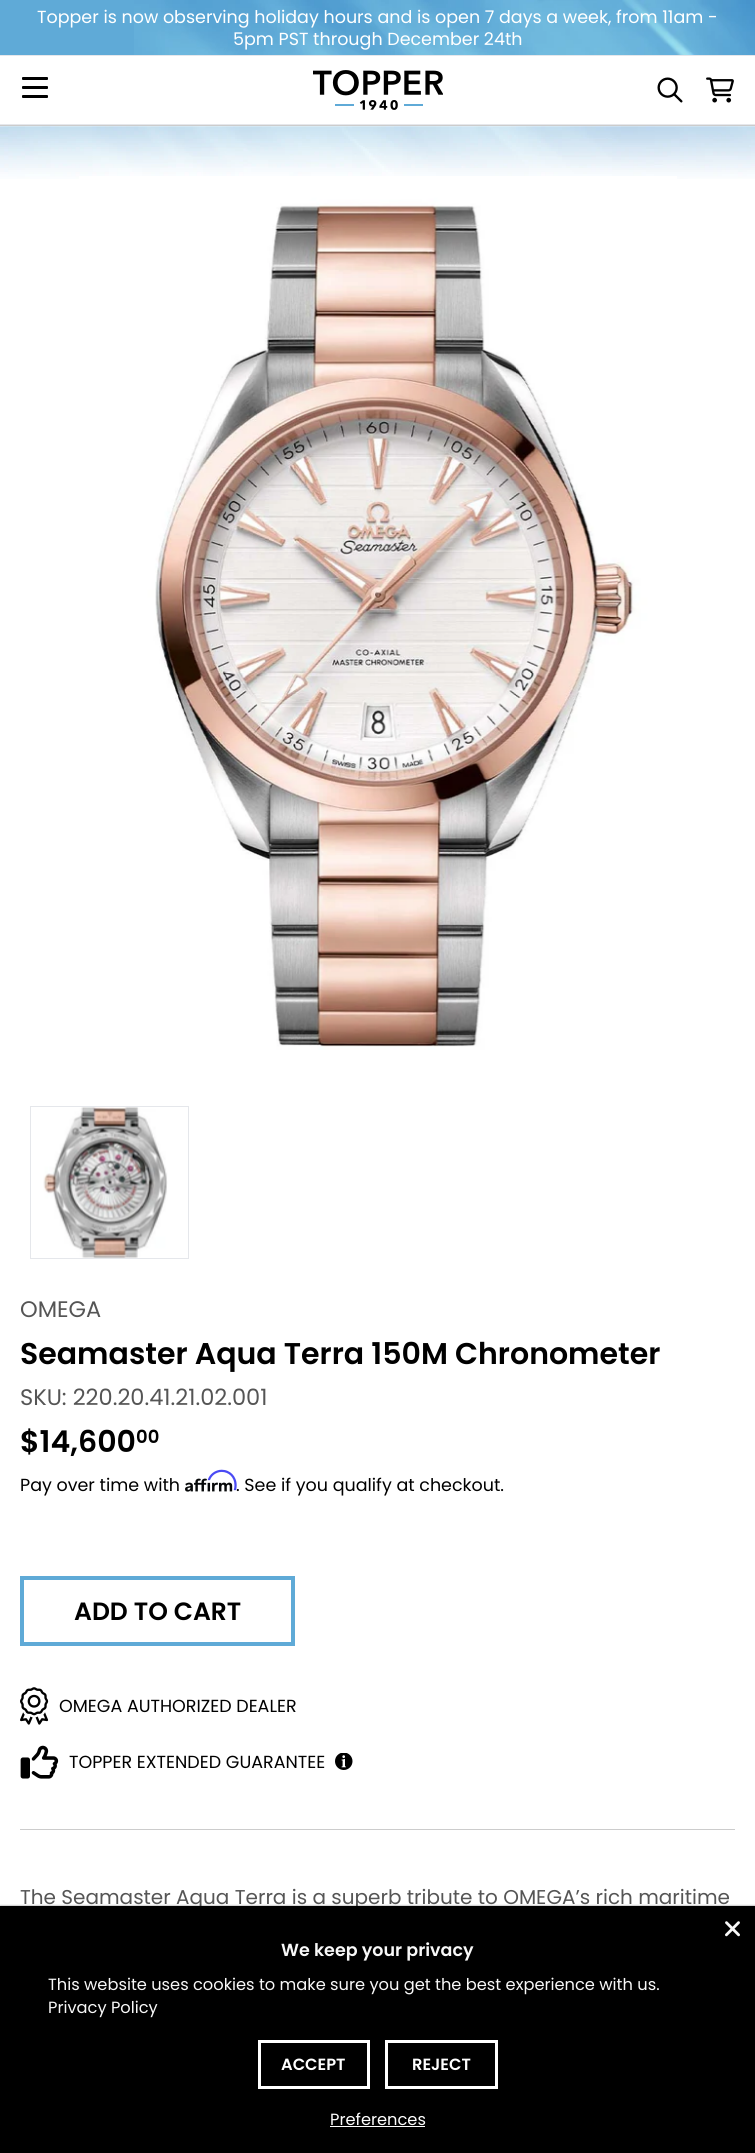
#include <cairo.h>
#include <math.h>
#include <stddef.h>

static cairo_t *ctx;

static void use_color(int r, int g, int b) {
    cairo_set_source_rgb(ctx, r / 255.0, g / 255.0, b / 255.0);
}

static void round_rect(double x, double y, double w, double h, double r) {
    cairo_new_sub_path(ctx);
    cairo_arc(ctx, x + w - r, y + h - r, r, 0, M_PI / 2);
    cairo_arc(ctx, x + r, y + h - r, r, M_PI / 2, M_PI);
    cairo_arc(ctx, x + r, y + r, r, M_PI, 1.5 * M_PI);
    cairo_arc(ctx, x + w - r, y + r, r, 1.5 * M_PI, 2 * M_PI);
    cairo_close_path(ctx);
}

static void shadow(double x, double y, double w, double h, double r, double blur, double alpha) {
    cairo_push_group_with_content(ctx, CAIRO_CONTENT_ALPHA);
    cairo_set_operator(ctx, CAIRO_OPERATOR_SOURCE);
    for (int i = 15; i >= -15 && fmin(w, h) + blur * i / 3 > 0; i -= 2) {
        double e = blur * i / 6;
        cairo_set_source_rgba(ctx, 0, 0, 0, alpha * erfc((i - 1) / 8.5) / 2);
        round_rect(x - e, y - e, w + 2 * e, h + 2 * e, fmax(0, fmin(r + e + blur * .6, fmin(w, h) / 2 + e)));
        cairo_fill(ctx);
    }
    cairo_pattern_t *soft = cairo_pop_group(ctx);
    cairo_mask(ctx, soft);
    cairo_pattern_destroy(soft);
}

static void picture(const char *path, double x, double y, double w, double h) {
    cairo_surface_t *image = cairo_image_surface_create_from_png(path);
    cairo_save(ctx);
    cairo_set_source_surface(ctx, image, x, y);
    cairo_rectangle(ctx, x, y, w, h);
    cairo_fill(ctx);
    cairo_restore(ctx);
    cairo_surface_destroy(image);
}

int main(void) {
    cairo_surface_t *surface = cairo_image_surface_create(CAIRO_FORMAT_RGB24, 755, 2153);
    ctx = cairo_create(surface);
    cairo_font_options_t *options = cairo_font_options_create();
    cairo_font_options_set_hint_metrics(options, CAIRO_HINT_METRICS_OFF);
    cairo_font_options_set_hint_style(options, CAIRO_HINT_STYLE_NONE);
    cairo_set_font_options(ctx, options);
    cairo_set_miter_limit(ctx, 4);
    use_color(255, 255, 255);
    cairo_paint(ctx);
    use_color(95, 170, 215);
    cairo_rectangle(ctx, 0, 0, 134, 55);
    cairo_fill(ctx);
    picture("img1.png", 134, 0, 621, 55);
    cairo_select_font_face(ctx, "Poppins", CAIRO_FONT_SLANT_NORMAL, CAIRO_FONT_WEIGHT_NORMAL);
    cairo_set_font_size(ctx, 17.5);
    use_color(255, 255, 255);
    cairo_move_to(ctx, 37, 23);
    cairo_show_text(ctx, "Topper is now observing holiday hours and is open 7 days a week, from 11am -");
    cairo_move_to(ctx, 233, 45);
    cairo_show_text(ctx, "5pm PST through December 24th");
    use_color(204, 204, 204);
    cairo_rectangle(ctx, 0, 125, 755, 1);
    cairo_fill(ctx);
    use_color(229, 231, 235);
    cairo_rectangle(ctx, 0, 55, 755, 1);
    cairo_fill(ctx);
    cairo_rectangle(ctx, 0, 124, 755, 1);
    cairo_fill(ctx);
    use_color(0, 0, 0);
    round_rect(22, 77, 26, 3, 1);
    cairo_fill(ctx);
    round_rect(22, 86, 26, 3, 1);
    cairo_fill(ctx);
    round_rect(22, 95, 26, 3, 1);
    cairo_fill(ctx);
    picture("img2.png", 313, 70, 130, 40);
    picture("img3.png", 657, 77, 26, 26);
    picture("img4.png", 706, 77, 28, 26);
    picture("img5.png", 0, 126, 755, 53);
    picture("img6.png", 79, 176, 598, 874);
    cairo_rectangle(ctx, 30.5, 1106.5, 158, 152);
    use_color(229, 231, 235);
    cairo_set_line_width(ctx, 1);
    cairo_stroke(ctx);
    picture("img7.png", 43, 1107, 125, 151);
    cairo_set_font_size(ctx, 22.5);
    use_color(85, 85, 85);
    cairo_move_to(ctx, 20, 1317);
    cairo_show_text(ctx, "OMEGA");
    cairo_select_font_face(ctx, "Poppins SemiBold", CAIRO_FONT_SLANT_NORMAL, CAIRO_FONT_WEIGHT_NORMAL);
    cairo_set_font_size(ctx, 30);
    use_color(0, 0, 0);
    cairo_move_to(ctx, 20, 1364);
    cairo_show_text(ctx, "Seamaster Aqua Terra 150M Chronometer");
    cairo_select_font_face(ctx, "Poppins", CAIRO_FONT_SLANT_NORMAL, CAIRO_FONT_WEIGHT_NORMAL);
    cairo_set_font_size(ctx, 22.5);
    use_color(85, 85, 85);
    cairo_move_to(ctx, 20, 1405);
    cairo_show_text(ctx, "SKU: 220.20.41.21.02.001");
    cairo_select_font_face(ctx, "Poppins SemiBold", CAIRO_FONT_SLANT_NORMAL, CAIRO_FONT_WEIGHT_NORMAL);
    cairo_set_font_size(ctx, 30);
    use_color(0, 0, 0);
    cairo_move_to(ctx, 20, 1452);
    cairo_show_text(ctx, "$14,600");
    cairo_set_font_size(ctx, 18);
    cairo_move_to(ctx, 136, 1443);
    cairo_show_text(ctx, "00");
    cairo_select_font_face(ctx, "Poppins", CAIRO_FONT_SLANT_NORMAL, CAIRO_FONT_WEIGHT_NORMAL);
    cairo_set_font_size(ctx, 17.5);
    cairo_move_to(ctx, 20, 1491);
    cairo_show_text(ctx, "Pay over time with");
    picture("img9.png", 185, 1478, 48, 14);
    picture("img8.png", 207, 1469, 30, 22);
    cairo_move_to(ctx, 236, 1491);
    cairo_show_text(ctx, ". See if you qualify at checkout.");
    cairo_rectangle(ctx, 22, 1578, 271, 66);
    use_color(95, 170, 215);
    cairo_set_line_width(ctx, 4);
    cairo_stroke(ctx);
    cairo_select_font_face(ctx, "Poppins SemiBold", CAIRO_FONT_SLANT_NORMAL, CAIRO_FONT_WEIGHT_NORMAL);
    cairo_set_font_size(ctx, 25);
    use_color(0, 0, 0);
    cairo_move_to(ctx, 74, 1620);
    cairo_show_text(ctx, "ADD TO CART");
    picture("img10.png", 20, 1687, 29, 38);
    cairo_select_font_face(ctx, "Poppins", CAIRO_FONT_SLANT_NORMAL, CAIRO_FONT_WEIGHT_NORMAL);
    cairo_set_font_size(ctx, 17.5);
    cairo_move_to(ctx, 59, 1712);
    cairo_show_text(ctx, "OMEGA AUTHORIZED DEALER");
    picture("img11.png", 20, 1745, 39, 34);
    cairo_move_to(ctx, 69, 1768);
    cairo_show_text(ctx, "TOPPER EXTENDED GUARANTEE");
    picture("img12.png", 335, 1753, 18, 17);
    use_color(204, 204, 204);
    cairo_rectangle(ctx, 20, 1829, 715, 1);
    cairo_fill(ctx);
    cairo_set_font_size(ctx, 20);
    use_color(85, 85, 85);
    cairo_move_to(ctx, 20, 1904);
    cairo_show_text(ctx, "The Seamaster Aqua Terra is a superb tribute to OMEGA’s rich maritime");
    use_color(0, 0, 0);
    shadow(0, 1906, 755, 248, 0, 1, 0.5);
    use_color(0, 0, 0);
    cairo_rectangle(ctx, 0, 1906, 755, 247);
    cairo_fill(ctx);
    picture("img13.png", 725, 1921, 15, 16);
    cairo_select_font_face(ctx, "Poppins SemiBold", CAIRO_FONT_SLANT_NORMAL, CAIRO_FONT_WEIGHT_NORMAL);
    cairo_set_font_size(ctx, 17.5);
    use_color(248, 248, 248);
    cairo_move_to(ctx, 281, 1956);
    cairo_show_text(ctx, "We keep your privacy");
    cairo_select_font_face(ctx, "Poppins", CAIRO_FONT_SLANT_NORMAL, CAIRO_FONT_WEIGHT_NORMAL);
    cairo_set_font_size(ctx, 16.25);
    cairo_move_to(ctx, 48, 1990);
    cairo_show_text(ctx, "This website uses cookies to make sure you get the best experience with us.");
    cairo_move_to(ctx, 48, 2013);
    cairo_show_text(ctx, "Privacy Policy");
    cairo_rectangle(ctx, 259.5, 2041.5, 109, 46);
    use_color(255, 255, 255);
    cairo_set_line_width(ctx, 3);
    cairo_stroke(ctx);
    cairo_select_font_face(ctx, "Poppins SemiBold", CAIRO_FONT_SLANT_NORMAL, CAIRO_FONT_WEIGHT_NORMAL);
    cairo_move_to(ctx, 281, 2070);
    cairo_show_text(ctx, "ACCEPT");
    cairo_rectangle(ctx, 386.5, 2041.5, 110, 46);
    cairo_stroke(ctx);
    cairo_move_to(ctx, 412, 2070);
    cairo_show_text(ctx, "REJECT");
    cairo_select_font_face(ctx, "Poppins", CAIRO_FONT_SLANT_NORMAL, CAIRO_FONT_WEIGHT_NORMAL);
    cairo_move_to(ctx, 330, 2125);
    cairo_show_text(ctx, "Preferences");
    cairo_rectangle(ctx, 330, 2126, 95, 1);
    cairo_fill(ctx);
    cairo_surface_write_to_png(surface, "result.png");
    cairo_font_options_destroy(options);
    cairo_destroy(ctx);
    cairo_surface_destroy(surface);
    return 0;
}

|---|

Search the entries for the word "blur". Copy every line where it occurs.

## TASK OUTPUT:
static void shadow(double x, double y, double w, double h, double r, double blur, double alpha) {
    for (int i = 15; i >= -15 && fmin(w, h) + blur * i / 3 > 0; i -= 2) {
        double e = blur * i / 6;
        round_rect(x - e, y - e, w + 2 * e, h + 2 * e, fmax(0, fmin(r + e + blur * .6, fmin(w, h) / 2 + e)));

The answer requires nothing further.